CERCLA, enacted in 1980, establishes broad Federal authority to respond to releases or threats of releases of hazardous substances. CERCLA:
  • Mandates the development of a National Contingency Plan to establish procedures and standards for responding to releases of hazardous substances.
  • Requires development of a ranking system to prioritize waste sites for evaluation and cleanup (priority waste sites are listed on the National Priorities List).
  • Requires regulations be promulgated to assess damages for injury to natural resources.
  • Requires reporting of releases of hazardous substances in quantities exceeding specific limits.
  • Requires Federal agencies to provide information and certain warranties to purchasers of Federal lands concerning the presence of hazardous materials.
CERCLA was amended in 1986 by the Superfund Amendments and Reauthorization Act (SARA), which requires:
  • Establishment of State Emergency Response Commissions (SERC) and emergency planning districts.
  • Development of local emergency response plans.
  • Reporting of hazardous chemical inventories.
  • Completion of toxic chemical release reports.

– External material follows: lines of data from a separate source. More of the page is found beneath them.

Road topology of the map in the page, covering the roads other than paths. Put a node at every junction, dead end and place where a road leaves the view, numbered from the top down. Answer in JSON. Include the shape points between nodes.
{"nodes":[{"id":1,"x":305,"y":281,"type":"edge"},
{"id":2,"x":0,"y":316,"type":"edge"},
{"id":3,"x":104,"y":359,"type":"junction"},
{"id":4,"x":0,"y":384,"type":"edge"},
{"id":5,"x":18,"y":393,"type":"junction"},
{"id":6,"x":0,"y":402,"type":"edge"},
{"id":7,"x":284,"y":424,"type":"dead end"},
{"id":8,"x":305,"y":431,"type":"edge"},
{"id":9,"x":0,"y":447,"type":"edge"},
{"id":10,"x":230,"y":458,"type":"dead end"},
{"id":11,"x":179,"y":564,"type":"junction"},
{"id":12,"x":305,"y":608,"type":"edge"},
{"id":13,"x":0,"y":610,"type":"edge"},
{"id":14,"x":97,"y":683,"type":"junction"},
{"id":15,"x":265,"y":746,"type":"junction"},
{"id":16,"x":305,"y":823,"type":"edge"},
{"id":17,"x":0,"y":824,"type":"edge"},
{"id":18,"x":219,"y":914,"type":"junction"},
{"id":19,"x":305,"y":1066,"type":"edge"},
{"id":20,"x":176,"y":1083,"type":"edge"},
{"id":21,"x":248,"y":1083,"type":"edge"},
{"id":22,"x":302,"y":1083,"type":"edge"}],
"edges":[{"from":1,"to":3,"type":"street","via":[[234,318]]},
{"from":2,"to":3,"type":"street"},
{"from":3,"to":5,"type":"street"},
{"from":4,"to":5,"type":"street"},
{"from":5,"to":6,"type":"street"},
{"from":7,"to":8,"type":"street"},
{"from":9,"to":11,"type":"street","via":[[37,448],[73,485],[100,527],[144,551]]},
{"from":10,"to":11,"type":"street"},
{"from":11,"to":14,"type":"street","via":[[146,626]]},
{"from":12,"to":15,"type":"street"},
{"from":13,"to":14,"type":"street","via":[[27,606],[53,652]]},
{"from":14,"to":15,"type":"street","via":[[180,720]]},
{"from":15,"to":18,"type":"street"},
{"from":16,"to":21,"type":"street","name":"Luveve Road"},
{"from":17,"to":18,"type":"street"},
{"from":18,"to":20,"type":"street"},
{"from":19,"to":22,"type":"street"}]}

CERCLA was amended again in 1992 by the Community Environmental Response Facilitation Act (CERFA), which requires Federal agencies to provide information and certain warranties to purchasers of Federal lands documenting that the property is free of hazardous substances and petroleum product contamination.

Through Executive Order 12580, the USDA was delegated certain CERCLA responsibilities, which it in turn delegated to the Forest Service. The Forest Service has the authority to act as the lead agency on lands that it administers, and is responsible for oversight of all investigations and cleanups on NFS lands, with the exception of emergency response actions. The EPA or the U.S. Coast Guard are the lead agencies for CERCLA emergency response actions on NFS lands.

The Forest Service must follow the process in the National Contingency Plan (NCP; 40 CFR Part 300) to conduct investigations and cleanup action at sites on NFS lands and to pursue potentially responsible parties for their involvement in cleanup actions. Hazardous substance sites on NFS lands include abandoned landfills and mines, oil and gas exploration sites, and drug lab or other illegal dumps.